START Entries shown
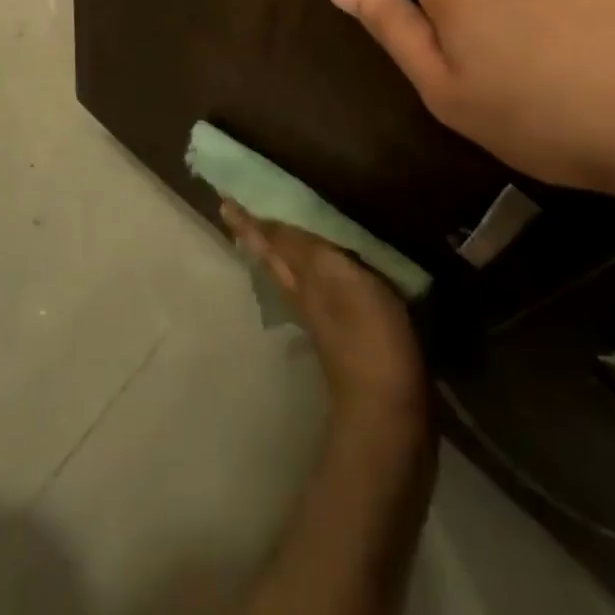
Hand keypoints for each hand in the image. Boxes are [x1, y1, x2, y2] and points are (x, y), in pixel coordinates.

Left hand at [219, 200, 428, 426]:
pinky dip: (305, 273)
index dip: (250, 219)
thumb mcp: (338, 279)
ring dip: (275, 250)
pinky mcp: (345, 335)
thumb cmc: (367, 337)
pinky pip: (313, 290)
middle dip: (256, 233)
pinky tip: (312, 273)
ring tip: (267, 231)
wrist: (388, 414)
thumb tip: (272, 218)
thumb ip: (307, 248)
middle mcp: (303, 295)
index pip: (269, 239)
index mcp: (301, 277)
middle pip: (272, 257)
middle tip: (235, 211)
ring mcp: (321, 318)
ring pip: (288, 274)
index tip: (226, 200)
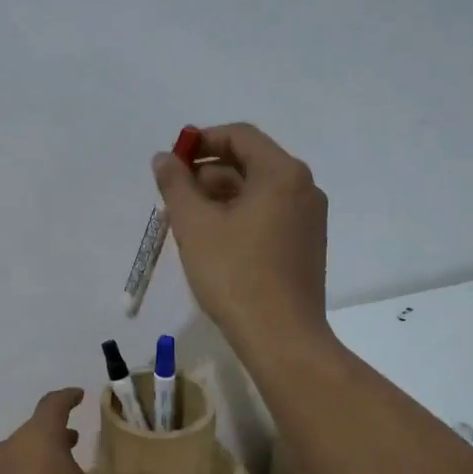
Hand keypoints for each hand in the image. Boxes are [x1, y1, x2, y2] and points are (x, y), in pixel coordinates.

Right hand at [152, 122, 329, 351]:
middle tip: (174, 196)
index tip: (172, 162)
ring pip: (258, 192)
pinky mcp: (306, 245)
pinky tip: (213, 240)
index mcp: (282, 173)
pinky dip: (239, 216)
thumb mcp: (194, 225)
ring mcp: (308, 218)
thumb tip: (164, 159)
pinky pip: (268, 214)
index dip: (202, 141)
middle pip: (250, 162)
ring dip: (220, 196)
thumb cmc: (235, 274)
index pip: (239, 136)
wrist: (281, 337)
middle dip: (207, 173)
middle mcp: (303, 188)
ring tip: (186, 221)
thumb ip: (176, 185)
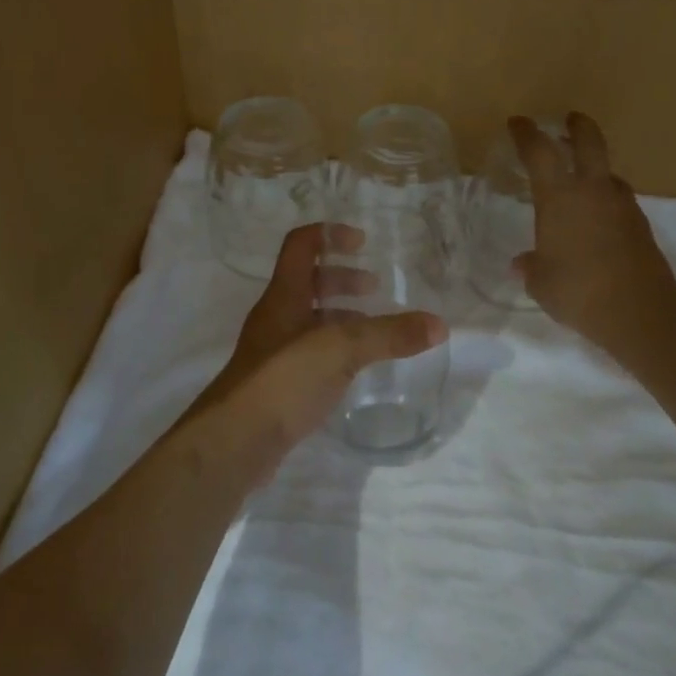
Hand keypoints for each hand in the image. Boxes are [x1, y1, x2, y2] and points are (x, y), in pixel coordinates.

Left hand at [189, 223, 445, 465]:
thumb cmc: (284, 378)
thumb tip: (439, 324)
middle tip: (375, 289)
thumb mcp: (341, 349)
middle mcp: (276, 316)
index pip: (301, 244)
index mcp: (285, 294)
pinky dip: (334, 349)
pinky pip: (310, 352)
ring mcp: (274, 351)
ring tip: (373, 329)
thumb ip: (388, 335)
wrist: (235, 441)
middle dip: (342, 278)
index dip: (330, 234)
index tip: (363, 243)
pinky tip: (355, 369)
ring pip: (309, 318)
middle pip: (308, 281)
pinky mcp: (277, 383)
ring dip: (339, 315)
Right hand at [511, 112, 675, 352]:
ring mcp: (621, 205)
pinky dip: (606, 200)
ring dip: (594, 169)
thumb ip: (531, 267)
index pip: (539, 151)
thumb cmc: (577, 290)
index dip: (526, 133)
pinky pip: (619, 200)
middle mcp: (592, 190)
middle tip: (570, 120)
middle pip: (589, 142)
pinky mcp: (640, 224)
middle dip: (578, 126)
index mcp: (559, 197)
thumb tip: (521, 263)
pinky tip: (597, 220)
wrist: (640, 311)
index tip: (518, 123)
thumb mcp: (541, 282)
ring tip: (581, 180)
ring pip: (608, 173)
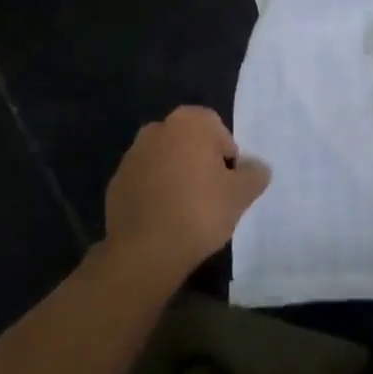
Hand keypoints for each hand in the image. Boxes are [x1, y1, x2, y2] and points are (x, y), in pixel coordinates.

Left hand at [103, 106, 268, 282]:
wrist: (145, 251)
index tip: (229, 180)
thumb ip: (254, 173)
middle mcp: (156, 129)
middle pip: (188, 141)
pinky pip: (145, 181)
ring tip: (187, 209)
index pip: (216, 127)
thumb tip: (256, 166)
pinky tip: (164, 218)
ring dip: (176, 175)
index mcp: (187, 122)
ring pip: (165, 160)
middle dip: (200, 161)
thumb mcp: (241, 194)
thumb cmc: (199, 211)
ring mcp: (131, 156)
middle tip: (212, 194)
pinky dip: (156, 192)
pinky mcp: (116, 182)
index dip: (227, 153)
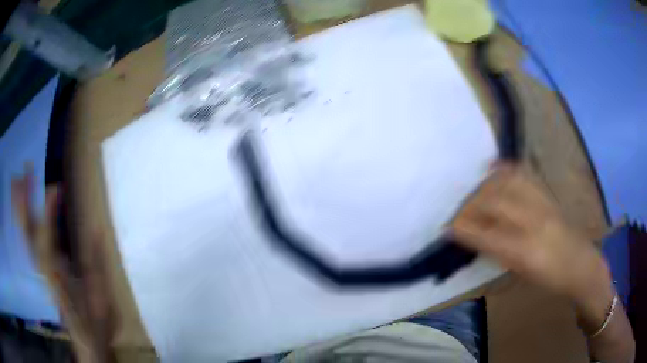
END Entries shown
* [Task requirements]: Produce the lines from the first line of the entries through the line that contains "pinky mcp: (345, 335)", exactly, leaving the pictures behind.

* [Output for this exercise]:
Hand keypoints for each hand in the image. Boxes are [x1, y1, x2, y2] and points are (x, y), in pixel coordinates.

Left hand at [219, 200, 428, 426]:
pinky dip: (305, 273)
index dip: (250, 219)
thumb mcp: (338, 279)
ring dip: (275, 250)
pinky mcp: (345, 335)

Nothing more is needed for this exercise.